Well I found the OSFA* computer in the hotel lobby. Sue and I just got back from a dip in the pool, and I thought I'd write a little bit about South Point, while we wait for lunch to heat up.
We got a tip from Kate that it's a good time to make the drive down to South Point and take a plunge off the jumping rocks. So we went. The point itself is the Southern most point in the United States. When you get there, you feel like you are at the end of the world though. Most of South Point is a sheer cliff ten meters above the vast super blue ocean. The water hits the walls so hard that it has actually carved out some amazing caves in the side of the precipice.

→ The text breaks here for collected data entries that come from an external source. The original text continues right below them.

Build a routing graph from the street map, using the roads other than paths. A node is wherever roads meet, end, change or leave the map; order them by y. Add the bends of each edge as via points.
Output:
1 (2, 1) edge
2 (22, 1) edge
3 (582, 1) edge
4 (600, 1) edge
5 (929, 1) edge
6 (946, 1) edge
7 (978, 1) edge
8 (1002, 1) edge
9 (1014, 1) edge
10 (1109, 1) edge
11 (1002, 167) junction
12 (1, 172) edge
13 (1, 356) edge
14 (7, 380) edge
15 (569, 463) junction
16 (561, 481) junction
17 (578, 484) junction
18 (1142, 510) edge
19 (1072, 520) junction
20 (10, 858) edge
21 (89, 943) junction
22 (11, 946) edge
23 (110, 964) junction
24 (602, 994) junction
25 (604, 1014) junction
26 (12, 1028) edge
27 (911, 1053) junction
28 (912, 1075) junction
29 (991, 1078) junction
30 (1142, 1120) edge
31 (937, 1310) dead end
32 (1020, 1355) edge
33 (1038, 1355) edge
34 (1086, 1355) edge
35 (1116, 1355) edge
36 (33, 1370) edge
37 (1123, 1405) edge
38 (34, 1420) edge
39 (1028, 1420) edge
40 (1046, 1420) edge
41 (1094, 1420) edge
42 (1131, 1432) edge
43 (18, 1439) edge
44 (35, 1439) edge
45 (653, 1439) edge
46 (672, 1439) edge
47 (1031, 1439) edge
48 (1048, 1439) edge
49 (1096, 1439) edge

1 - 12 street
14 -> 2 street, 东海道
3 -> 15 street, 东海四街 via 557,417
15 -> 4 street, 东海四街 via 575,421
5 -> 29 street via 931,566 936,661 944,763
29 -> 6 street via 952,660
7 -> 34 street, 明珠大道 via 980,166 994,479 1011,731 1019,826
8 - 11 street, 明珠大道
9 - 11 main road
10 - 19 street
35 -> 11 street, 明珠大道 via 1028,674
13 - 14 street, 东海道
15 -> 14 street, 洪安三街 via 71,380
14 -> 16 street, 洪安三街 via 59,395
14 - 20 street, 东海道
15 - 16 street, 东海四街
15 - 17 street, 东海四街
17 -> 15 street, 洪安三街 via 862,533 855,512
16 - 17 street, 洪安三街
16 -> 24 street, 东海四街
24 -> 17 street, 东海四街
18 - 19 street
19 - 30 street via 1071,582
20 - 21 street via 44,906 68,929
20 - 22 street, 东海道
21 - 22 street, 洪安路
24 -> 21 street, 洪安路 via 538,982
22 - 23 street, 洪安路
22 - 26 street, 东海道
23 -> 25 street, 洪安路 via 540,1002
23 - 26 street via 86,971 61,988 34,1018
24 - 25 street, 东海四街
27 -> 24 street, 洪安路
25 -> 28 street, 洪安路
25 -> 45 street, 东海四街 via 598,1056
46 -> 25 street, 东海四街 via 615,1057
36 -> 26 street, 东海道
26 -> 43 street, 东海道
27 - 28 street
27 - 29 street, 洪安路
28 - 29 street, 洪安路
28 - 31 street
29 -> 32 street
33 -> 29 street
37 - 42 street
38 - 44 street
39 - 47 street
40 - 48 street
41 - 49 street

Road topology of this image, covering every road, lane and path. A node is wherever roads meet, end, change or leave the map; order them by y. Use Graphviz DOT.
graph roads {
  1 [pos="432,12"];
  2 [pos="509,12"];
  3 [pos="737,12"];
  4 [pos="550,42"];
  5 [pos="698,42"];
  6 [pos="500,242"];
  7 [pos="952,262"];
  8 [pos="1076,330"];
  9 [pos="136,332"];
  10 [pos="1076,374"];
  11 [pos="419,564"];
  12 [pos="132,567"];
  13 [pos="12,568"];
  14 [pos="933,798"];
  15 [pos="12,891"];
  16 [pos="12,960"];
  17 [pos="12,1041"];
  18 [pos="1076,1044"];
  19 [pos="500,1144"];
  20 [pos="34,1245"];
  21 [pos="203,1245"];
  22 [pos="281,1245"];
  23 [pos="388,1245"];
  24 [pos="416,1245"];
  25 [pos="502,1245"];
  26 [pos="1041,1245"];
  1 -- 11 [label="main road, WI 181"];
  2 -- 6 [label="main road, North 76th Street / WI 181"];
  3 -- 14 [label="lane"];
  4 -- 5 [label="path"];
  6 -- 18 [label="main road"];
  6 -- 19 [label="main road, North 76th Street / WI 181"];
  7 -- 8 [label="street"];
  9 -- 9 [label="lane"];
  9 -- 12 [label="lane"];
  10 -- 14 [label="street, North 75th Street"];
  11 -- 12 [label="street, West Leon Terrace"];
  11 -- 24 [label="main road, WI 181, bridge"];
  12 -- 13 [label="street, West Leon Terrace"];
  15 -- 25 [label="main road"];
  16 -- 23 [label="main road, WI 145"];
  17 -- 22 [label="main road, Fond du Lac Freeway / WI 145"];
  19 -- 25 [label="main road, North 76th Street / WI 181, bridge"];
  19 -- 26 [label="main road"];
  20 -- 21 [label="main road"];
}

I took a running dive off the end. I had this feeling midway down that maybe, just maybe, I had really made a bad decision. Too late. I hit the water pretty hard, but gratefully did not over rotate and end up flopping. What a rush too look around and see Sue peering over the edge way up there, me bobbing down below as if on glass, and then look into the huge gaping caves under the ledge. I swam into a cave about 20 yards from my crash-down. I was intrigued because the back of the cave was lit. It turns out, the water had blasted a hole in the ceiling in the back. Maybe a hundred thousand years ago it was a spout, who knows. From the end of the cave I could look straight up and see blue sky. After I had my fun, I climbed up the enormous rod iron rusty ladder tethered to the side of the cliff. I really felt like I was in the middle of a Lost episode or something.
About two hundred yards further down South Point it finally edges off into the water. Sue and I took a walk down there where frozen giant lava rocks butt heads with huge turqoiuse blue double overhead waves. The picture above is one of Sue, from the minds eye it seemed like she was almost in front of a Posieden Adventure blue screen of a gynourmous wave. It was seriously crazy though how a man devouring, rock pounding break turned into a gentle tidle pool, in less than sixty yards. The lava rock sentinels really do their job well.
On the way there and back we stopped at several places. Basically turning a two and a half hour drive into a four hour marathon Oregon Trail. We stopped at Kona Joe's coffee, and also had a roadside break next to this awesome sixty year old lava field junk yard. Maybe you have to be a guy to get this; but seriously. Rusted up Model T's by a dilapidated mill, in lava bed? It was a total Mad Max moment. Oh, and I'm not saying I did, but I might have taken back some old rusty gears, an odometer and a goat skull to commemorate the event. I wonder what baggage check will think of that.
I'd better wrap this up, but I'll tell you a little about Kona Joe's first. In a phrase, excellent coffee, impressive estate, HORRIBLE service. I had my first experience eating a coffee cherry. There were some trees right there in the parking lot. The gift shop was classic. All wood interiors, 25% marked up tourist stuff, and two (dos) free shots of coffee, accompanied by a pair of chocoloates, a white chocolate covered bean, and standard chocolate covered bean. Noms! The patio/coffee-bar/tour-starting-place/outdoor-pavilion/bella-vista spot was gorgeous. Coffee roasting machines all around. A view of the Kona coast over trellised coffee trees. Super wow. But, but, just TRY and get a cup of coffee from the barista. At five bucks a cup, this is NO factory outlet discount. It was served in a foam (foam? plastic?) cup, there was NO cream available, and no sugar in the raw. So what? the worlds best coffee served from a pump jug, brewed i-dunno-when with Splenda and 2% milk. FAIL!
Okay, okay, so I'm over reacting, the coffee was good. I mean good. Not like that funny tingle you get in your crotch when you are going down-hill on a roller-coaster good, but it was pretty darn good. Smooth to be sure.